===== Supplied records =====

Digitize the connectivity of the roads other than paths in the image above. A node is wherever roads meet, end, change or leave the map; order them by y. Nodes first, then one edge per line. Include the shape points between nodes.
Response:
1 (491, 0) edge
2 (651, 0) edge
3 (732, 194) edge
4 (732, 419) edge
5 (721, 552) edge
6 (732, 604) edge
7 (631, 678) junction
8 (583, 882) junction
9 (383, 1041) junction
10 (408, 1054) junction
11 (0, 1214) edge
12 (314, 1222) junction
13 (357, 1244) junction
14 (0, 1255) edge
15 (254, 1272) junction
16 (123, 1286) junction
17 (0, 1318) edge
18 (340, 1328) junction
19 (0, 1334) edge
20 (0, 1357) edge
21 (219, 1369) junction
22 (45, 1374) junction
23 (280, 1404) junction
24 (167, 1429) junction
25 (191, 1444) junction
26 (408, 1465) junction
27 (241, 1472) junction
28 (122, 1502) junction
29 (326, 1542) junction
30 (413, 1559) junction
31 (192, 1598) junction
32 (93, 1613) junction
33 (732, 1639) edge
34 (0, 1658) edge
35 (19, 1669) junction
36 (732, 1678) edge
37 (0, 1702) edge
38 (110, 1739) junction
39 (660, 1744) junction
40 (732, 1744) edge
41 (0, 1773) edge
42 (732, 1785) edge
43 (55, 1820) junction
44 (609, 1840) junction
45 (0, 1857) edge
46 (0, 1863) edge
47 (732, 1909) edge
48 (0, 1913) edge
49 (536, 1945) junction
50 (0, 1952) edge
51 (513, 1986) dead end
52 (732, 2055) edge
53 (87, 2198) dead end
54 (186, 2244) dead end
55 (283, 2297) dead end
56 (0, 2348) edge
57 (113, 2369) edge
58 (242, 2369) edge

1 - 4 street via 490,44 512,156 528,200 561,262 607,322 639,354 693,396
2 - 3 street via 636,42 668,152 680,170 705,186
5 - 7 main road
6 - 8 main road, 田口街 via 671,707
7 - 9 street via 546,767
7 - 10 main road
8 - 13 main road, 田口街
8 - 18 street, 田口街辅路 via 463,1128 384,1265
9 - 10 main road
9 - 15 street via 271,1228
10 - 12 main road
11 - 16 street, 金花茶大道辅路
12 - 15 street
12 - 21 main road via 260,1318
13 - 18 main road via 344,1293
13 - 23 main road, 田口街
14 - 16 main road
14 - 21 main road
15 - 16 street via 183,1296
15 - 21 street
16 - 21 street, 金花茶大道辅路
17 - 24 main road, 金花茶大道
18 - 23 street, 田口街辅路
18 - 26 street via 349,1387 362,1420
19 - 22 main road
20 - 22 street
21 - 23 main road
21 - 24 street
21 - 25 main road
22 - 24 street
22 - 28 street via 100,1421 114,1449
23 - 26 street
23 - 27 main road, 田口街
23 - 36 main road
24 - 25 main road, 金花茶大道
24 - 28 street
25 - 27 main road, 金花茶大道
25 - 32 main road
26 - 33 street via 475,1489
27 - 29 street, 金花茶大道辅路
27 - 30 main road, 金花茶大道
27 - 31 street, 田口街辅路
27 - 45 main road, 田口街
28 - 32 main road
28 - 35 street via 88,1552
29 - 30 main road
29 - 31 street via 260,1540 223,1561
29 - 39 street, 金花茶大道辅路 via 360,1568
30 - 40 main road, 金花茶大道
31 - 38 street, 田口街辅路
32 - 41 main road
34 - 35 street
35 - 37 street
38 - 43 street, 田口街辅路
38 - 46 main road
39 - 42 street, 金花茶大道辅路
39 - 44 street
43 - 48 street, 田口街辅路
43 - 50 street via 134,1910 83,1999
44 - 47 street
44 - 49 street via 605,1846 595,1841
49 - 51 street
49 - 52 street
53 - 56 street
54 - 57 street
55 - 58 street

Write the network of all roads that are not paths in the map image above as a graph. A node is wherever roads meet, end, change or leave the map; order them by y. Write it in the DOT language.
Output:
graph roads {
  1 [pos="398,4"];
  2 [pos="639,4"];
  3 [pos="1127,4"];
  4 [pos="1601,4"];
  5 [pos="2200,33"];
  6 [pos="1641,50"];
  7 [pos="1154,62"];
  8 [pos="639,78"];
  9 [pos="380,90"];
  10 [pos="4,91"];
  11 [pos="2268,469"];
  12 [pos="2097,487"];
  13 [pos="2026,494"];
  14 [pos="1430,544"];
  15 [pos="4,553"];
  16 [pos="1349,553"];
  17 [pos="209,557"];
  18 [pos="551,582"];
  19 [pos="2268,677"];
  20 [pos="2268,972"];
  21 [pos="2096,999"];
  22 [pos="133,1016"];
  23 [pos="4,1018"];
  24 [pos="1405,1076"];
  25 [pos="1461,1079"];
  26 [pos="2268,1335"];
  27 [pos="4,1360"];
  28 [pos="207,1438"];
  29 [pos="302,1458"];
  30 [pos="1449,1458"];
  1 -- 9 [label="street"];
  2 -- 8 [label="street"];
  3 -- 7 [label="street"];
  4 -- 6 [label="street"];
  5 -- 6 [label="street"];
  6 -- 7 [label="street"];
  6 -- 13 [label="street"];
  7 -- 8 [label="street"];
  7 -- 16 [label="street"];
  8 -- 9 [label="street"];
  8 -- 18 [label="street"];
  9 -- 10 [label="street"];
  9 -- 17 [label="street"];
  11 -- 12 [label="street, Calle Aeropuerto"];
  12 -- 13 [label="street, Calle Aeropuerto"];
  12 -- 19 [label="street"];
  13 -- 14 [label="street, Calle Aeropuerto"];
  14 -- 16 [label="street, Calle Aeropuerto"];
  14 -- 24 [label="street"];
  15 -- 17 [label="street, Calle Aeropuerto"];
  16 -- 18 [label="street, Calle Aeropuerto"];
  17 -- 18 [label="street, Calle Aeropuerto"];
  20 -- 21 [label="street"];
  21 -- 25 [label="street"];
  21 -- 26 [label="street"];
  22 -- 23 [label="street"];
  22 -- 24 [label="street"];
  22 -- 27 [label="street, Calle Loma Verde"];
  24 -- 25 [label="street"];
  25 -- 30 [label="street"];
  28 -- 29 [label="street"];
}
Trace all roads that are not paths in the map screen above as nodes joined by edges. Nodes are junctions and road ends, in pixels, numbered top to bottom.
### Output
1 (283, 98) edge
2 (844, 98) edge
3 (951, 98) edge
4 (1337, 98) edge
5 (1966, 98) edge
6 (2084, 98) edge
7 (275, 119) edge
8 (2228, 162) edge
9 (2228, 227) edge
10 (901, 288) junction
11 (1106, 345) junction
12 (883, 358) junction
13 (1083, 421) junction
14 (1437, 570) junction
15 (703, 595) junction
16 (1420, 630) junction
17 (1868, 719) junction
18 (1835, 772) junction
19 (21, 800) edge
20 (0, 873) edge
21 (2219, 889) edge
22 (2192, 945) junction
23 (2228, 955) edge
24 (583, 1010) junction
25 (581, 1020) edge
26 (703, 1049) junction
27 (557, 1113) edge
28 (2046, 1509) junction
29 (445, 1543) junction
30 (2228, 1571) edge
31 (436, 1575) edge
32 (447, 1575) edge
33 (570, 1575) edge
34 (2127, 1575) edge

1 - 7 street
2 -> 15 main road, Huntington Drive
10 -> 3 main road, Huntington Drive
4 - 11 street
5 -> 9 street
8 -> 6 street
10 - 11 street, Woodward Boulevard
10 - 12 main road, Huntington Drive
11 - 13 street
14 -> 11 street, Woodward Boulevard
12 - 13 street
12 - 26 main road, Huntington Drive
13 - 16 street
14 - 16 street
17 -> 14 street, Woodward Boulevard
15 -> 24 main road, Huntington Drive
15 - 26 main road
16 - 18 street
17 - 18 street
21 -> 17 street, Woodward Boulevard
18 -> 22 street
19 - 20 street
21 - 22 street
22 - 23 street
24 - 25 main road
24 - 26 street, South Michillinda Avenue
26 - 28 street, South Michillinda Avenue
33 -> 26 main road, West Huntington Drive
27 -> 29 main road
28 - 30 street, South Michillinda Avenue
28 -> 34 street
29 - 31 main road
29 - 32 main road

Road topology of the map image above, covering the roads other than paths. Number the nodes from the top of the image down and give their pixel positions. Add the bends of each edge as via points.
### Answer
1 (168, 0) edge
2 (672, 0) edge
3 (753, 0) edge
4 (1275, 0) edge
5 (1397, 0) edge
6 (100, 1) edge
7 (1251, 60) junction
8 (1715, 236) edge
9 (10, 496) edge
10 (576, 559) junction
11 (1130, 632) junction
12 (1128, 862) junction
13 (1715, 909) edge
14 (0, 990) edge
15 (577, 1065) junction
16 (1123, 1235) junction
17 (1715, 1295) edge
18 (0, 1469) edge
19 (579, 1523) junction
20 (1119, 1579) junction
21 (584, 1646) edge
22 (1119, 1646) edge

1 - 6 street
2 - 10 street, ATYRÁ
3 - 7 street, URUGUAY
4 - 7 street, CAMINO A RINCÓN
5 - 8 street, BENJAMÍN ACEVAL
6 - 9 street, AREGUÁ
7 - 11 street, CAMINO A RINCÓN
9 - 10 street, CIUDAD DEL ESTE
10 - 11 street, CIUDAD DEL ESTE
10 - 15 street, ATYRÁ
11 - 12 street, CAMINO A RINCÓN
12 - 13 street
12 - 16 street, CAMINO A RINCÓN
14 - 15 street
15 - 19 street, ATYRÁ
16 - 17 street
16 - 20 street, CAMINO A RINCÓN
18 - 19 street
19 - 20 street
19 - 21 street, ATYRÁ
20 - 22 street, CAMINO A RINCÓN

=====

* **Problem to solve**:
Across the data, pull every line containing the string "Drive".

* **Answer to this problem**:
2 -> 15 main road, Huntington Drive
10 -> 3 main road, Huntington Drive
10 - 12 main road, Huntington Drive
12 - 26 main road, Huntington Drive
15 -> 24 main road, Huntington Drive
33 -> 26 main road, West Huntington Drive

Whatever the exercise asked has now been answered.